ACTION ITEM: List all lines of the data that include the string "Boustead".

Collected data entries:
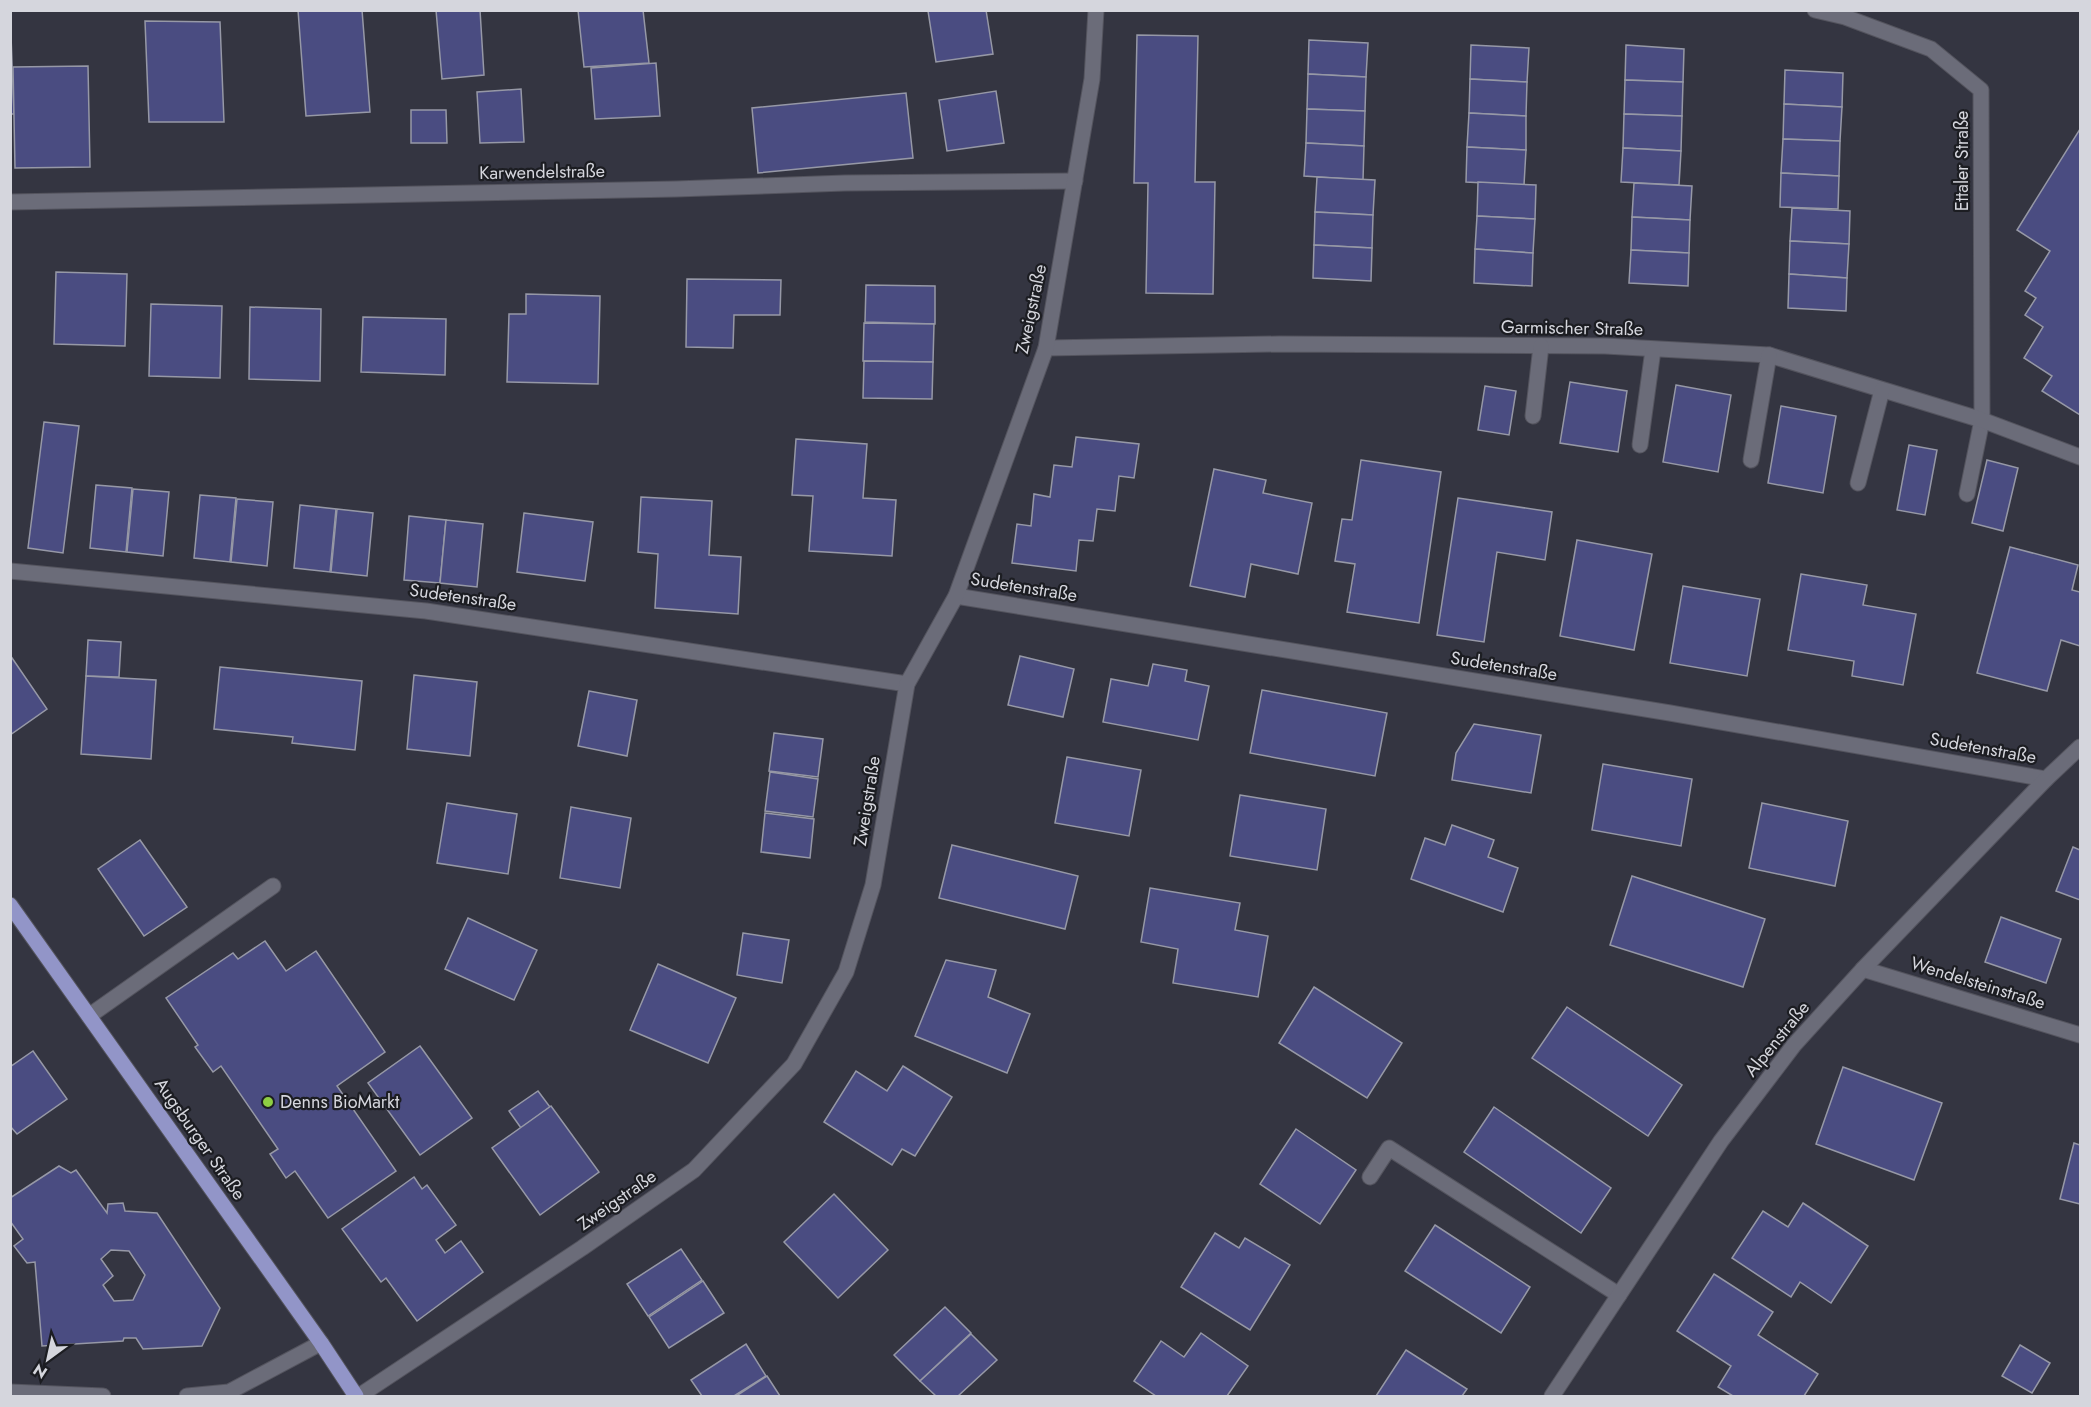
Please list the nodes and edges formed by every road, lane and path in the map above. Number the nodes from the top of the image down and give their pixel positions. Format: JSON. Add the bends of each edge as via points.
{"nodes":[{"id":1,"x":1096,"y":10,"type":"edge"},
{"id":2,"x":1815,"y":10,"type":"edge"},
{"id":3,"x":1075,"y":181,"type":"junction"},
{"id":4,"x":10,"y":202,"type":"edge"},
{"id":5,"x":1540,"y":346,"type":"junction"},
{"id":6,"x":1046,"y":348,"type":"junction"},
{"id":7,"x":1653,"y":350,"type":"junction"},
{"id":8,"x":1769,"y":356,"type":"junction"},
{"id":9,"x":1882,"y":390,"type":"junction"},
{"id":10,"x":1533,"y":417,"type":"dead end"},
{"id":11,"x":1982,"y":420,"type":"junction"},
{"id":12,"x":1640,"y":445,"type":"dead end"},
{"id":13,"x":2080,"y":457,"type":"edge"},
{"id":14,"x":1751,"y":460,"type":"dead end"},
{"id":15,"x":1858,"y":483,"type":"dead end"},
{"id":16,"x":1967,"y":494,"type":"dead end"},
{"id":17,"x":10,"y":571,"type":"edge"},
{"id":18,"x":956,"y":596,"type":"junction"},
{"id":19,"x":907,"y":684,"type":"junction"},
{"id":20,"x":2080,"y":747,"type":"edge"},
{"id":21,"x":2046,"y":779,"type":"junction"},
{"id":22,"x":273,"y":886,"type":"dead end"},
{"id":23,"x":10,"y":905,"type":"edge"},
{"id":24,"x":1863,"y":969,"type":"junction"},
{"id":25,"x":89,"y":1016,"type":"junction"},
{"id":26,"x":2080,"y":1035,"type":"edge"},
{"id":27,"x":1370,"y":1177,"type":"dead end"},
{"id":28,"x":1619,"y":1295,"type":"junction"},
{"id":29,"x":321,"y":1343,"type":"junction"},
{"id":30,"x":10,"y":1392,"type":"edge"},
{"id":31,"x":103,"y":1396,"type":"edge"},
{"id":32,"x":187,"y":1396,"type":"edge"},
{"id":33,"x":357,"y":1396,"type":"edge"},
{"id":34,"x":1552,"y":1396,"type":"edge"}],
"edges":[{"from":1,"to":3,"type":"street","name":"Zweigstraße","via":[[1092,79]]},
{"from":2,"to":11,"type":"street","name":"Ettaler Straße","via":[[1845,16],[1931,49],[1981,90]]},
{"from":3,"to":4,"type":"street","name":"Karwendelstraße"},
{"from":3,"to":6,"type":"street","name":"Zweigstraße"},
{"from":5,"to":6,"type":"street","name":"Garmischer Straße","via":[[1279,344]]},
{"from":5,"to":7,"type":"street","name":"Garmischer Straße"},
{"from":5,"to":10,"type":"street"},
{"from":6,"to":18,"type":"street","name":"Zweigstraße"},
{"from":7,"to":8,"type":"street","name":"Garmischer Straße"},
{"from":7,"to":12,"type":"street"},
{"from":8,"to":9,"type":"street","name":"Garmischer Straße"},
{"from":8,"to":14,"type":"street"},
{"from":9,"to":11,"type":"street","name":"Garmischer Straße"},
{"from":9,"to":15,"type":"street"},
{"from":11,"to":13,"type":"street","name":"Garmischer Straße"},
{"from":11,"to":16,"type":"street"},
{"from":17,"to":19,"type":"street","name":"Sudetenstraße","via":[[426,611]]},
{"from":18,"to":19,"type":"street","name":"Zweigstraße"},
{"from":18,"to":21,"type":"street","name":"Sudetenstraße"},
{"from":19,"to":33,"type":"street","name":"Zweigstraße","via":[[873,885],[846,972],[794,1064],[694,1170]]},
{"from":20,"to":21,"type":"street","name":"Alpenstraße"},
{"from":21,"to":24,"type":"street","name":"Alpenstraße"},
{"from":22,"to":25,"type":"street"},
{"from":23,"to":25,"type":"main road","name":"Augsburger Straße"},
{"from":24,"to":26,"type":"street","name":"Wendelsteinstraße"},
{"from":24,"to":28,"type":"street","name":"Alpenstraße","via":[[1794,1045],[1728,1132]]},
{"from":25,"to":29,"type":"main road","name":"Augsburger Straße"},
{"from":27,"to":28,"type":"street","via":[[1389,1148]]},
{"from":28,"to":34,"type":"street","name":"Alpenstraße"},
{"from":29,"to":32,"type":"street","via":[[230,1392]]},
{"from":29,"to":33,"type":"main road","name":"Augsburger Straße"},
{"from":30,"to":31,"type":"street"}]}
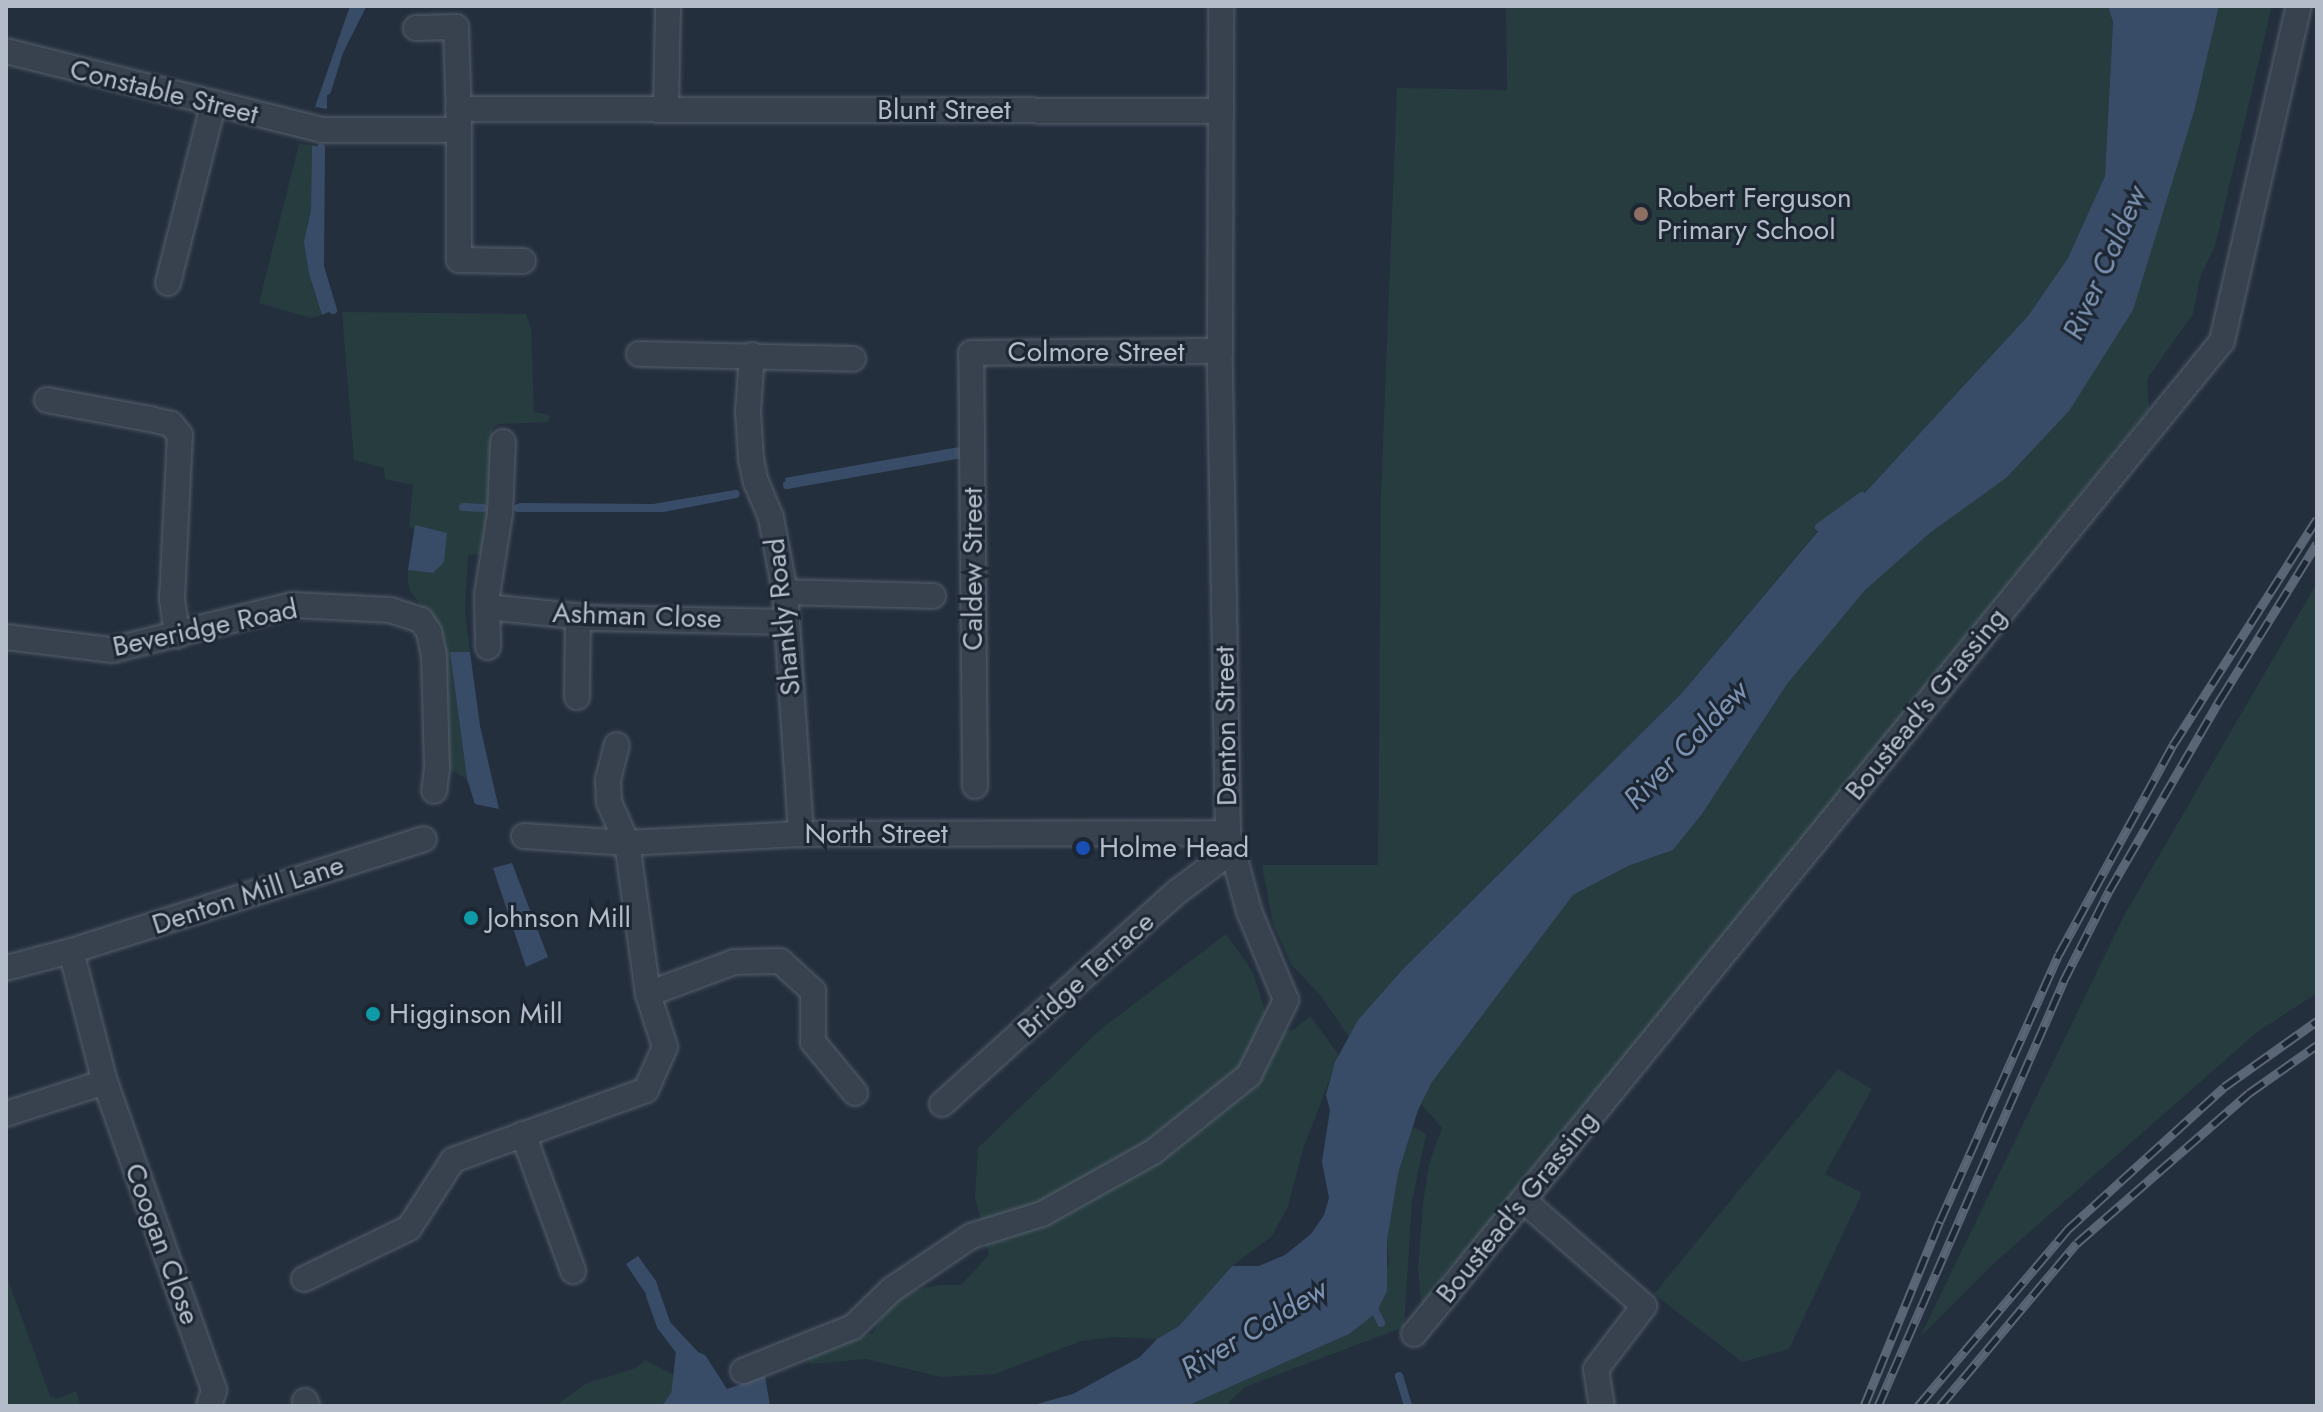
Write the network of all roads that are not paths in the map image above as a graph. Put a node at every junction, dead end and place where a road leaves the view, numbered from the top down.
1 (668, 6) edge
2 (1221, 6) edge
3 (2299, 6) edge
4 (416, 28) dead end
5 (6, 51) edge
6 (213, 105) junction
7 (666, 110) junction
8 (1221, 111) junction
9 (463, 116) junction
10 (523, 261) dead end
11 (168, 283) dead end
12 (1220, 351) junction
13 (971, 353) joint
14 (639, 354) dead end
15 (752, 355) junction
16 (853, 359) dead end
17 (47, 400) dead end
18 (503, 442) dead end
19 (785, 592) junction
20 (933, 596) dead end
21 (487, 607) junction
22 (578, 616) junction
23 (787, 622) junction
24 (177, 636) junction
25 (6, 637) edge
26 (488, 647) dead end
27 (577, 697) dead end
28 (617, 745) dead end
29 (975, 786) dead end
30 (434, 791) dead end
31 (801, 834) junction
32 (524, 836) dead end
33 (424, 839) dead end
34 (1231, 841) junction
35 (627, 843) junction
36 (71, 951) junction
37 (6, 968) edge
38 (648, 994) junction
39 (105, 1082) junction
40 (855, 1093) dead end
41 (942, 1104) dead end
42 (6, 1114) edge
43 (523, 1134) junction
44 (1523, 1200) junction
45 (573, 1271) dead end
46 (304, 1279) dead end
47 (1414, 1334) dead end
48 (743, 1371) dead end
49 (209, 1406) edge
50 (1602, 1406) edge

1 - 7 street
2 - 8 street, Denton Street
3 - 44 street, Boustead's Grassing
4 - 9 street
5 - 6 street, Constable Street
6 - 9 street, Constable Street
6 - 11 street
7 - 8 street, Blunt Street
7 - 9 street, Blunt Street
8 - 12 street, Denton Street
9 - 10 street
12 - 13 street, Colmore Street
12 - 34 street, Denton Street
13 - 29 street, Caldew Street
14 - 15 street
15 - 16 street
15 - 19 street, Shankly Road
17 - 24 street
18 - 21 street
19 - 20 street
19 - 23 street, Shankly Road
21 - 22 street, Ashman Close
21 - 26 street
22 - 23 street, Ashman Close
22 - 27 street
23 - 31 street, Shankly Road
24 - 25 street, Beveridge Road
24 - 30 street, Beveridge Road
28 - 35 street
31 - 34 street, North Street
31 - 35 street, North Street
32 - 35 street, North Street
33 - 36 street, Denton Mill Lane
34 - 41 street, Bridge Terrace
34 - 48 street, Denton Street
35 - 38 street
36 - 37 street
36 - 39 street, Coogan Close
38 - 40 street
38 - 43 street
39 - 42 street
39 - 49 street, Coogan Close
43 - 45 street
43 - 46 street
44 - 47 street, Boustead's Grassing
44 - 50 street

TASK ANSWER:
3 - 44 street, Boustead's Grassing
44 - 47 street, Boustead's Grassing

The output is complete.